В связи с этим наименование «Taurisc» используется для обозначения первого известного этноса в Восточных Альпах, которое впоследствии было названо также «Norici», а затем «Carni». Имя «тавриски», таким образом, связано с крутыми горами (turje — Ture, Tauern). Подобным образом выглядит и связь имени «Kami» (kar — скала, отвесная). В обоих примерах речь идет о населении высокогорья.

Обозначение «норичане» согласуется со старословенским выражением «nога» («яма, пустота»).159 Так устанавливает тот же лингвист их исконное значение. Этот корень присутствует и теперь, особенно в хорватском языке, как «роnоr» (ро-nог, карстовое явление). Таким образом, слова «jama», равно как и «nоrа» означают не только пустоту, но и заключенную между горами долину. И по сей день говорят, что непогода приходит «ven ро jami», то есть из закрытой горной котловины. По значению своего наименования норичане — это жители межгорных долин. И Плиний Ст. (III, 133), таким образом, правильно отождествляет народ таврисков с норичанами и карнами.

* * *

Однородный культурный ландшафт, который после переселения венетов периода культуры полей погребальных урн формировался от Альп до Паданы на юге и до Прибалтики и Скандинавии на севере, был в данном виде прерван вторжением кельтов в Центральную Европу примерно после 400 г. до н. э.
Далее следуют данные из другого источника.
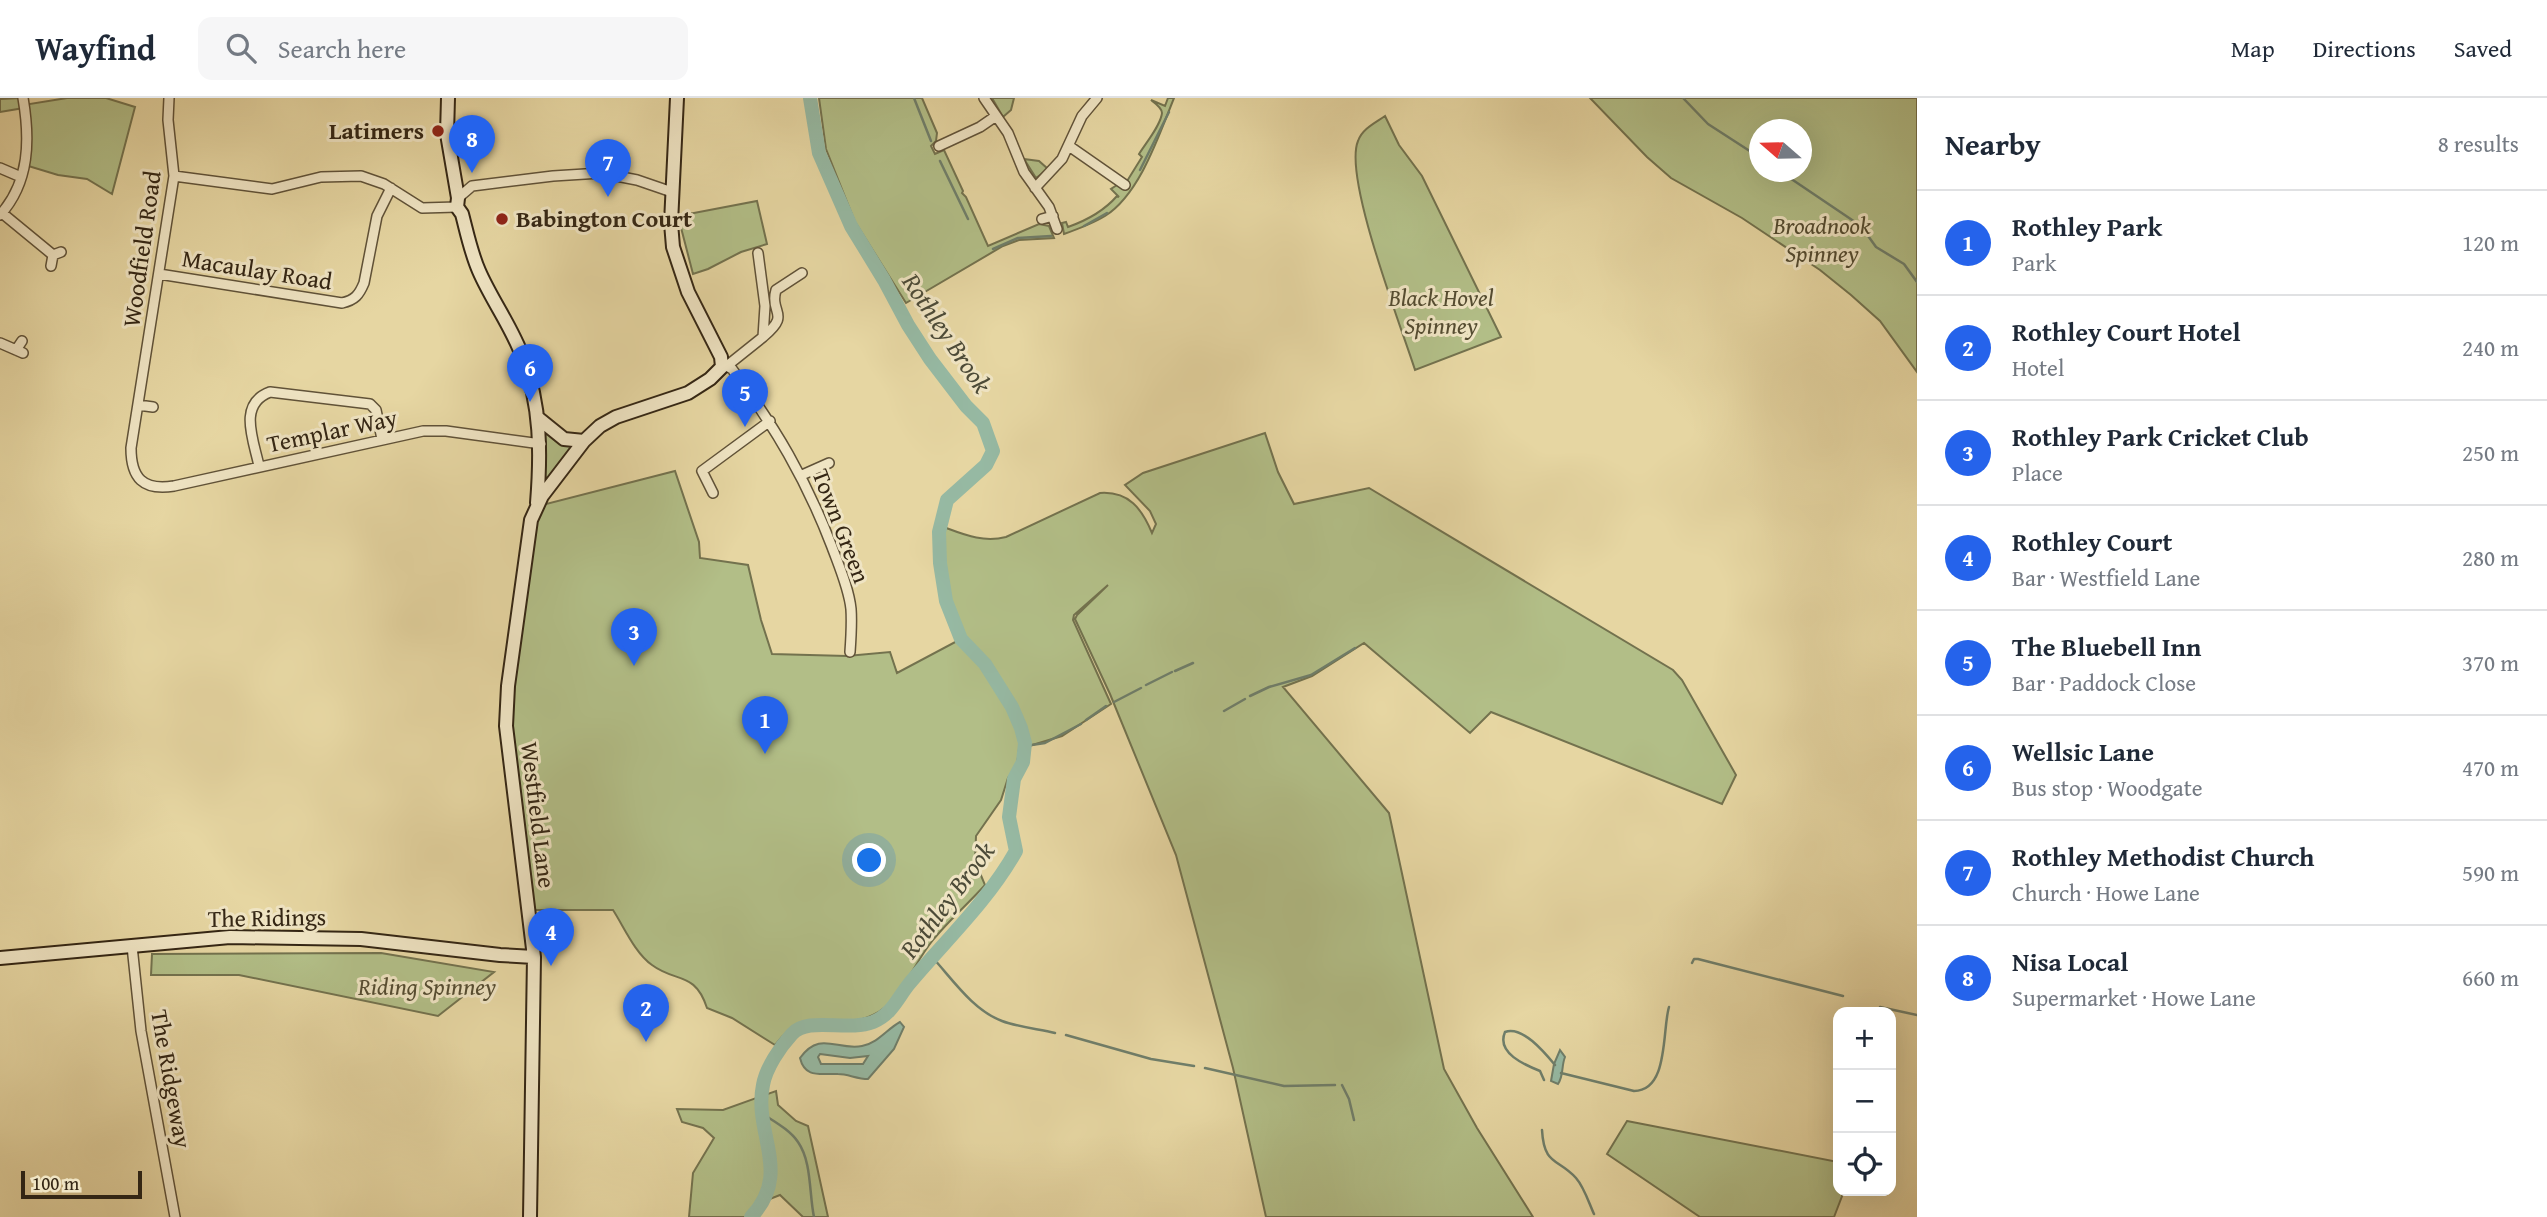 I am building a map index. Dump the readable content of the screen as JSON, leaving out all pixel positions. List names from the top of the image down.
{
  "streets": {
    "street": [
      "Woodfield Road",
      "Macaulay Road",
      "Templar Way",
      "Town Green",
      "Westfield Lane",
      "The Ridings",
      "The Ridgeway"
    ]
  },
  "crossings": [
    ["Woodfield Road", "Macaulay Road"],
    ["Woodfield Road", "Templar Way"],
    ["Templar Way", "Westfield Lane"],
    ["Westfield Lane", "The Ridings"],
    ["The Ridings", "The Ridgeway"]
  ],
  "water": ["Rothley Brook"],
  "parks": ["Broadnook Spinney", "Black Hovel Spinney", "Riding Spinney"],
  "places": ["Latimers", "Babington Court"],
  "scale_bar": "100 m",
  "north": "left",
  "page": {
    "header": "Wayfind",
    "search": "Search here",
    "nav": ["Map", "Directions", "Saved"],
    "heading": ["Nearby", "8 results"],
    "pins": [
      "8",
      "7",
      "6",
      "5",
      "3",
      "1",
      "4",
      "2"
    ],
    "list": [
      {
        "mark": "1",
        "name": "Rothley Park",
        "note": "Park",
        "value": "120 m"
      },
      {
        "mark": "2",
        "name": "Rothley Court Hotel",
        "note": "Hotel",
        "value": "240 m"
      },
      {
        "mark": "3",
        "name": "Rothley Park Cricket Club",
        "note": "Place",
        "value": "250 m"
      },
      {
        "mark": "4",
        "name": "Rothley Court",
        "note": "Bar · Westfield Lane",
        "value": "280 m"
      },
      {
        "mark": "5",
        "name": "The Bluebell Inn",
        "note": "Bar · Paddock Close",
        "value": "370 m"
      },
      {
        "mark": "6",
        "name": "Wellsic Lane",
        "note": "Bus stop · Woodgate",
        "value": "470 m"
      },
      {
        "mark": "7",
        "name": "Rothley Methodist Church",
        "note": "Church · Howe Lane",
        "value": "590 m"
      },
      {
        "mark": "8",
        "name": "Nisa Local",
        "note": "Supermarket · Howe Lane",
        "value": "660 m"
      }
    ],
    "map_buttons": ["+", "−"],
    "scale": "100 m"
  }
}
Исконные культурные элементы данной территории дошли до нас лишь в отдаленных альпийских местностях, и также в Прибалтике и Скандинавии.
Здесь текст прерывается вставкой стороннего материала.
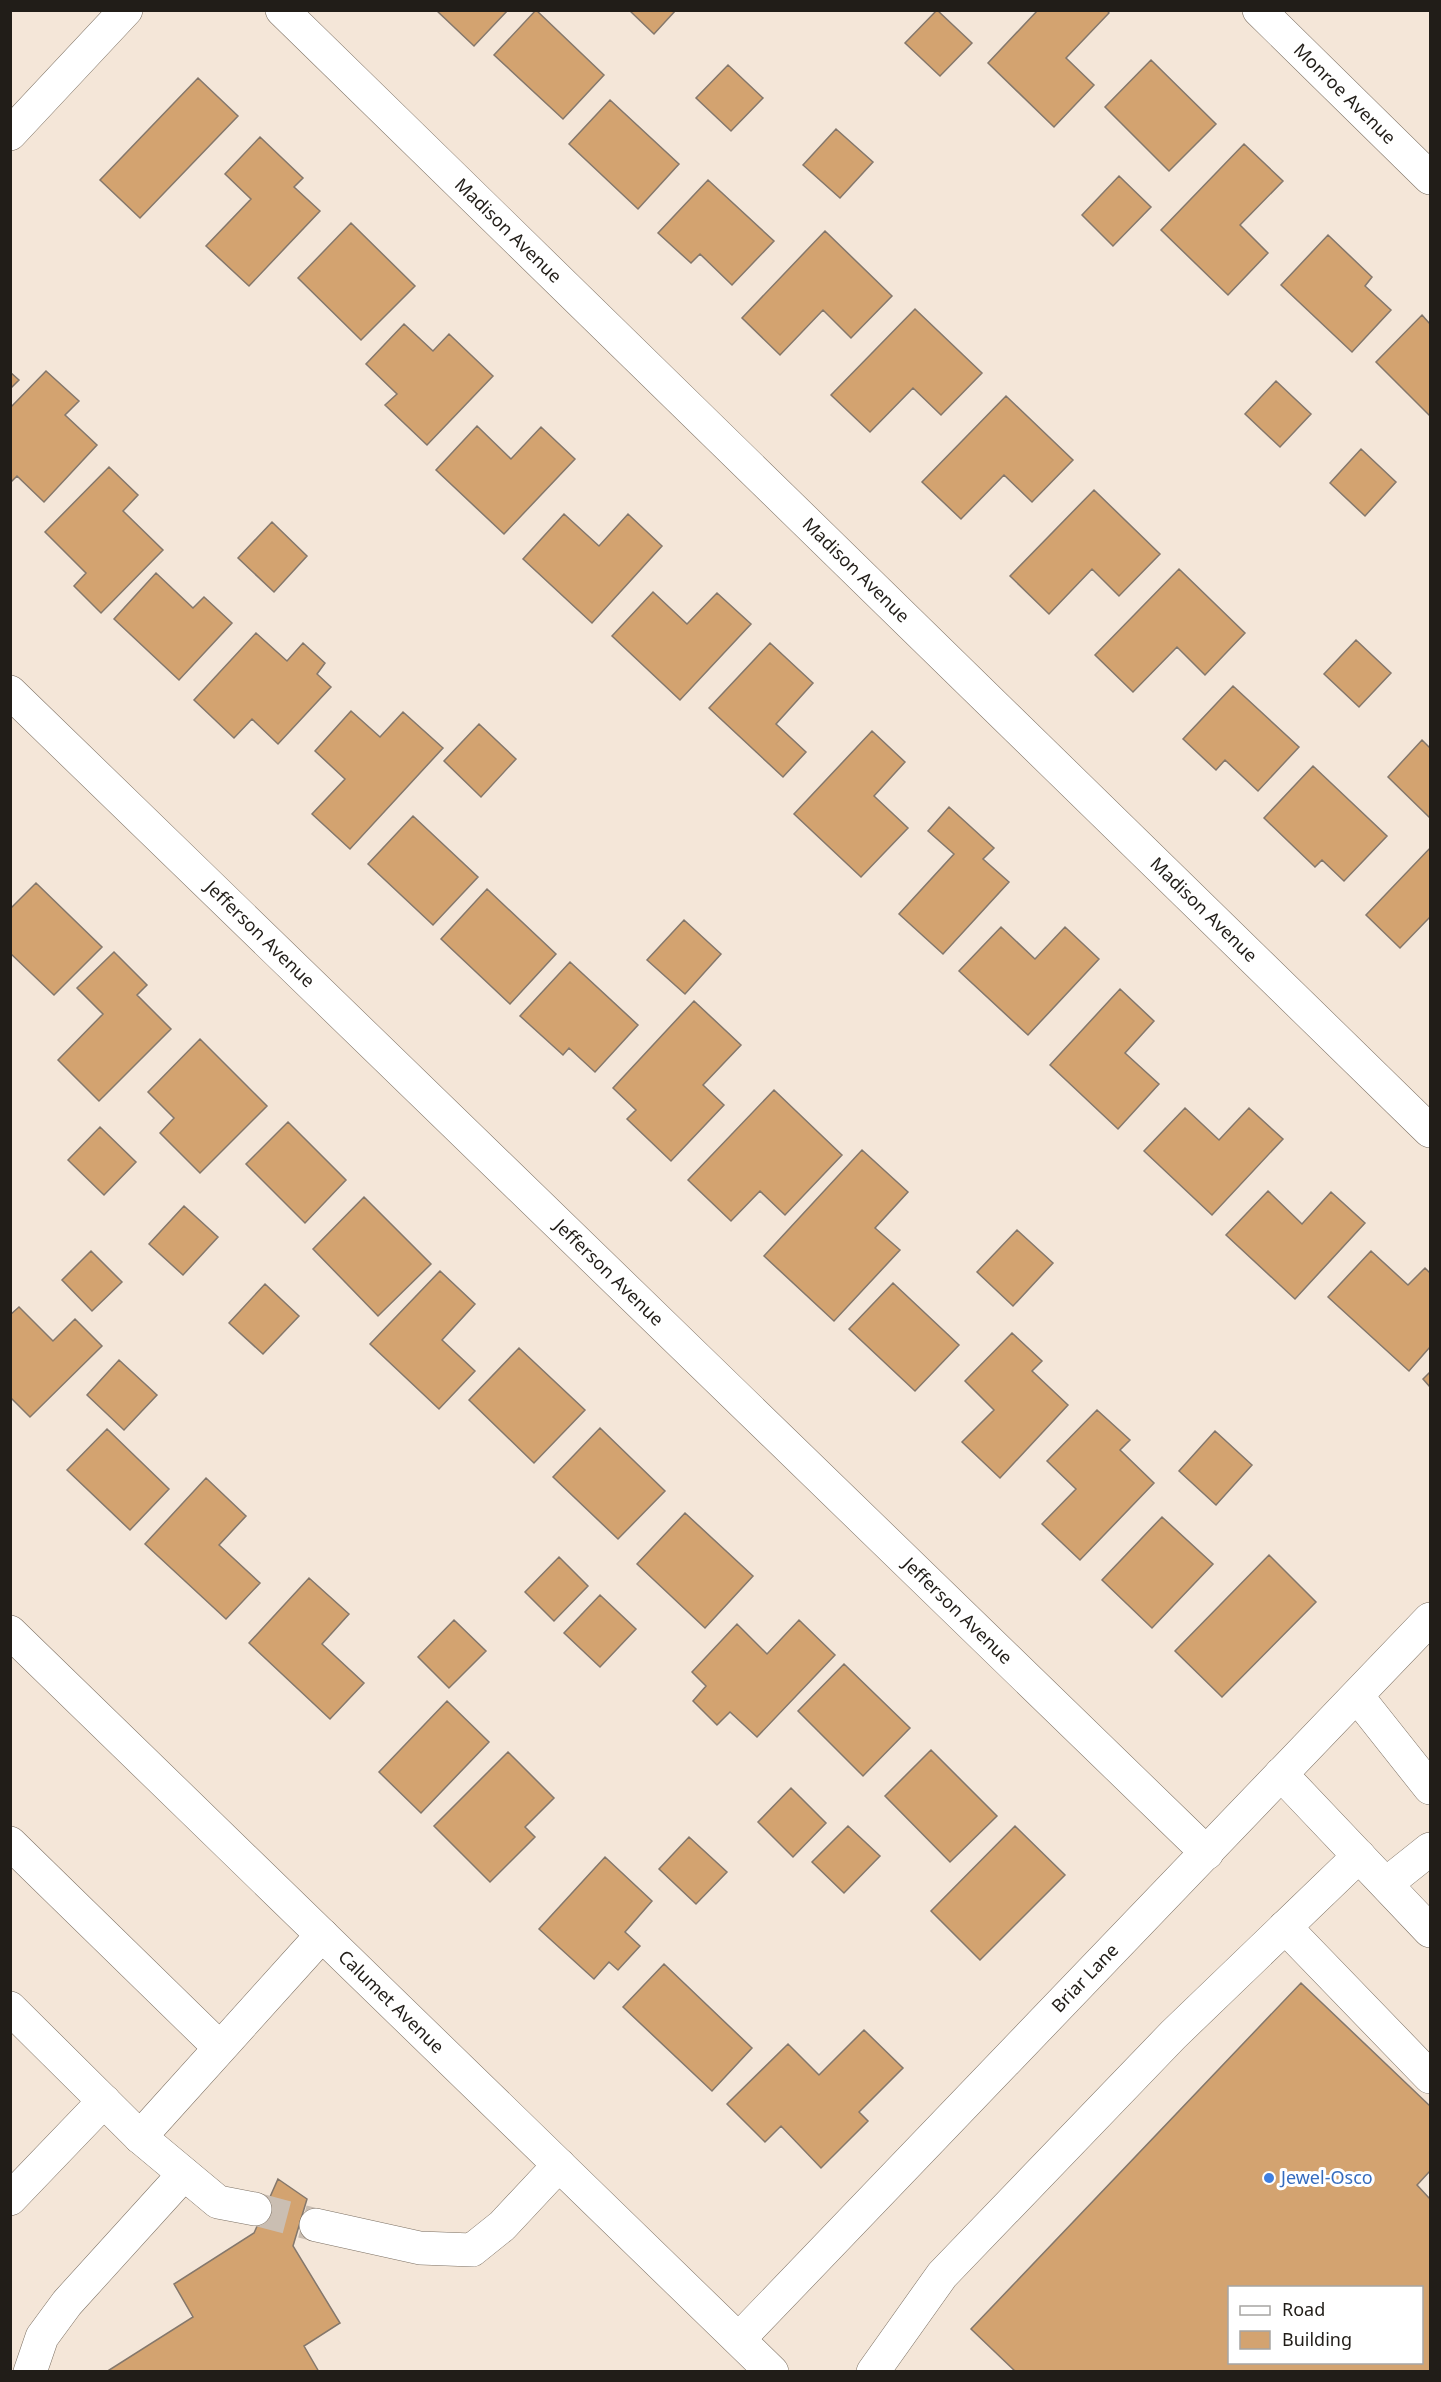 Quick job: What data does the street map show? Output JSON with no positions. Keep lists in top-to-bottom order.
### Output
{
  "streets": {
    "street": [
      "Monroe Avenue",
      "Madison Avenue",
      "Jefferson Avenue",
      "Briar Lane",
      "Calumet Avenue"
    ]
  },
  "crossings": [
    ["Jefferson Avenue", "Briar Lane"],
    ["Briar Lane", "Calumet Avenue"]
  ],
  "places": ["Jewel-Osco"],
  "legend": ["Road", "Building"]
}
Присутствие этих элементов, параллели и соответствия в течение последних десятилетий изучали и пытались найти им объяснение некоторые известные этнологи, такие как Карл Рамм, Бруно Шир, Георг Грабер, Леопольд Кретценбахер и другие, однако все это приписывалось неким восточным германцам, которые якобы позднее ассимилировались славянами.

Фактически же речь идет о культуре первого народа Европы, — венетов, то есть, того народа, наследие которого и по сей день составляет преимущественную основу для всех народов в Центральной Европе, от Прибалтики до Адриатики.
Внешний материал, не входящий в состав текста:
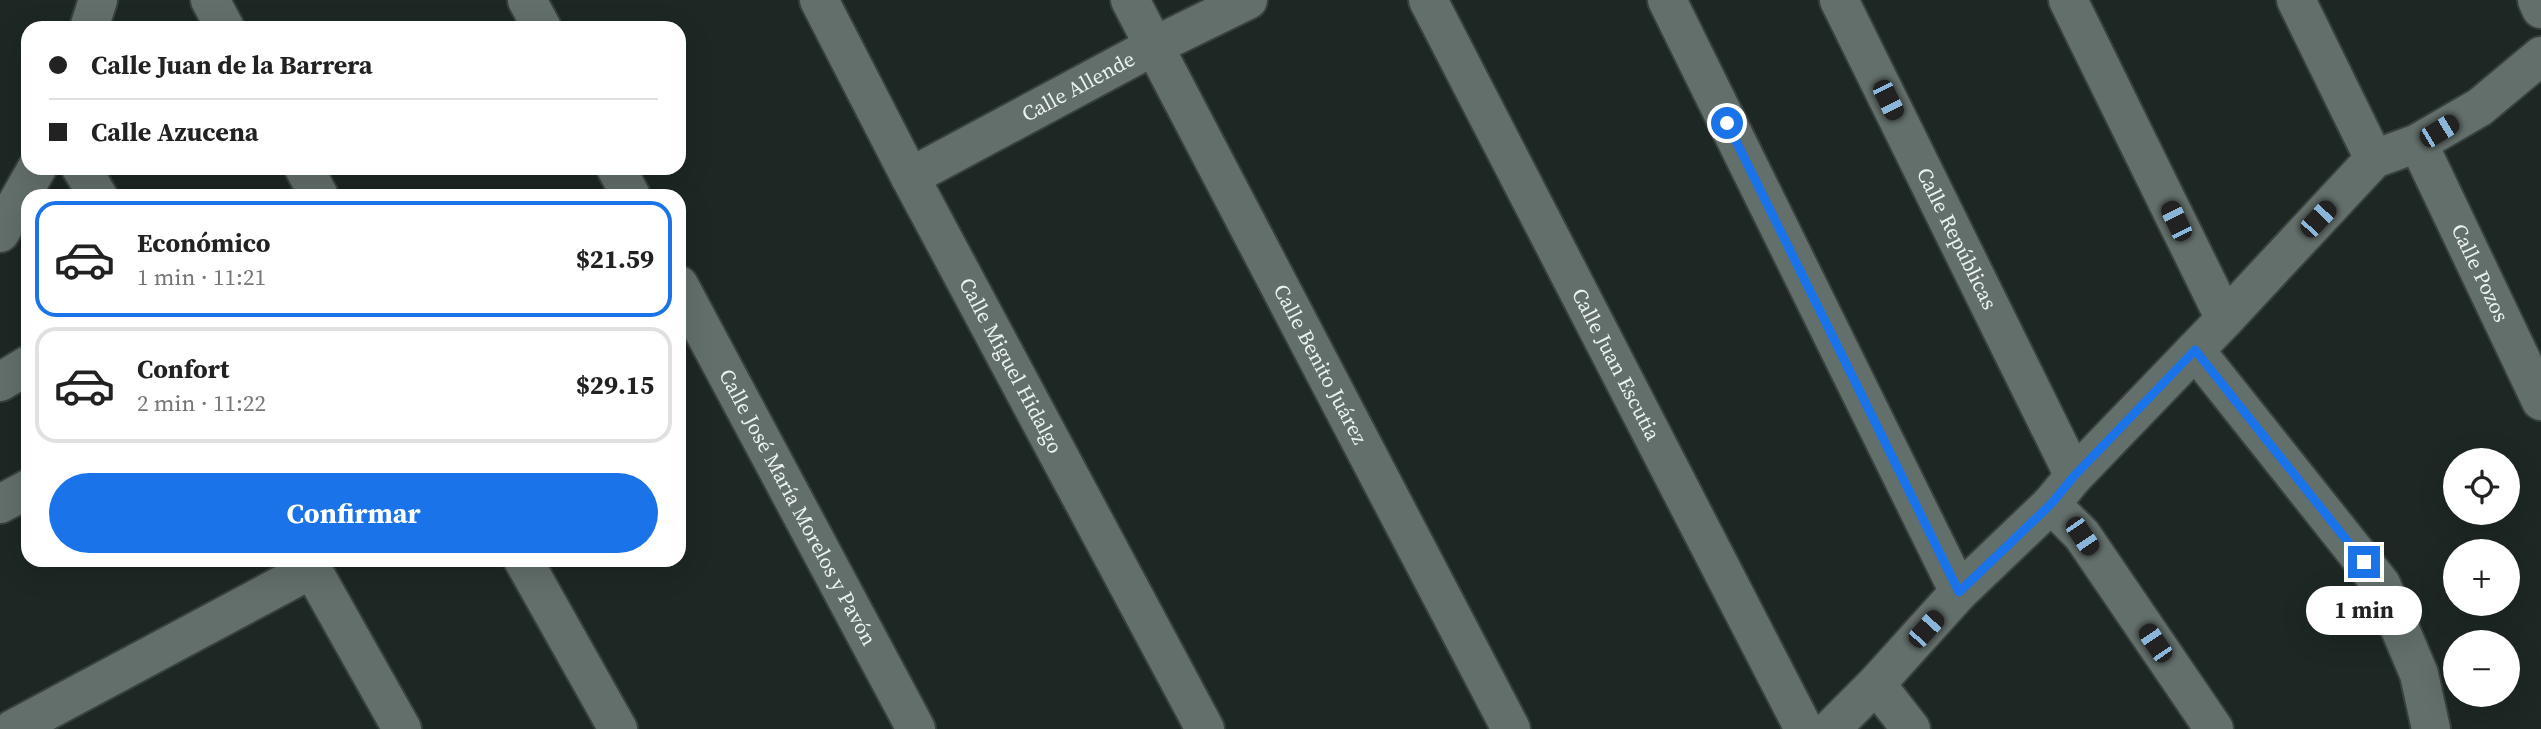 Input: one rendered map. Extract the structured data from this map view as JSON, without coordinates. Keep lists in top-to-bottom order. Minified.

Вот как Бруно Шир160 характеризует сохранившиеся элементы этой доисторической культурной территории: «Для Скандинавии, Восточной Европы и альпийских территорий на основании многочисленных соответствий доказана принадлежность к одному и тому же культурному кругу… То, что восточно- и североевропейские элементы построек появляются также и в Альпах, хотя и остается загадкой, но должна существовать какая-то причинная связь между альпийской, северо- и восточноевропейской культурой. Высокий уровень, в особенности строительной культуры и ее преобладание над западногерманской особо видна в некоторых примерах, как, например, хозяйство из двух построек со строго разделенными домом и стойлом, каменная печь для подогрева пищи и выпекания, специально отведенное место для стирки и мытья».

Под термином «восточноевропейский» названный этнолог понимает прежде всего восточногерманские и польские территории, то есть бывшую территорию венетов. В Карантии «нордические» черты народной жизни тщательно исследовал этнолог Георг Грабер.161 Эти черты — хозяйство, состоящее из двух построек, четырехугольный план («Ringhof») с огражденным стойлом, dimnica, пчелиный улей с формами колоды, kranjica, а также ряд обычаев, преданий и сказок.

Сравнительные исследования в области этнологии, таким образом, открывают нам, что между поздней античностью и словенским периодом Карантании если и существует рубеж, то лишь в римско-провинциальной культуре, в то время как сельская культура выжила и сохранилась по сей день. А ее исконными носителями были венеты.

Мать с ребенком из словенской деревни. Фото начало XX века

 

ЗАКЛЮЧЕНИЕ

В настоящем исследовании мы вынуждены были ограничиться прежде всего альпийской территорией, то есть той местностью, где по сей день сохранилась доисторическая крестьянская культура, носителями которой были венеты, или словенцы. Вплоть до наших дней она составляла основу существования словенского народа, будучи, наряду с языком, также самым главным свидетельством того, что этот народ исконно населял эти территории.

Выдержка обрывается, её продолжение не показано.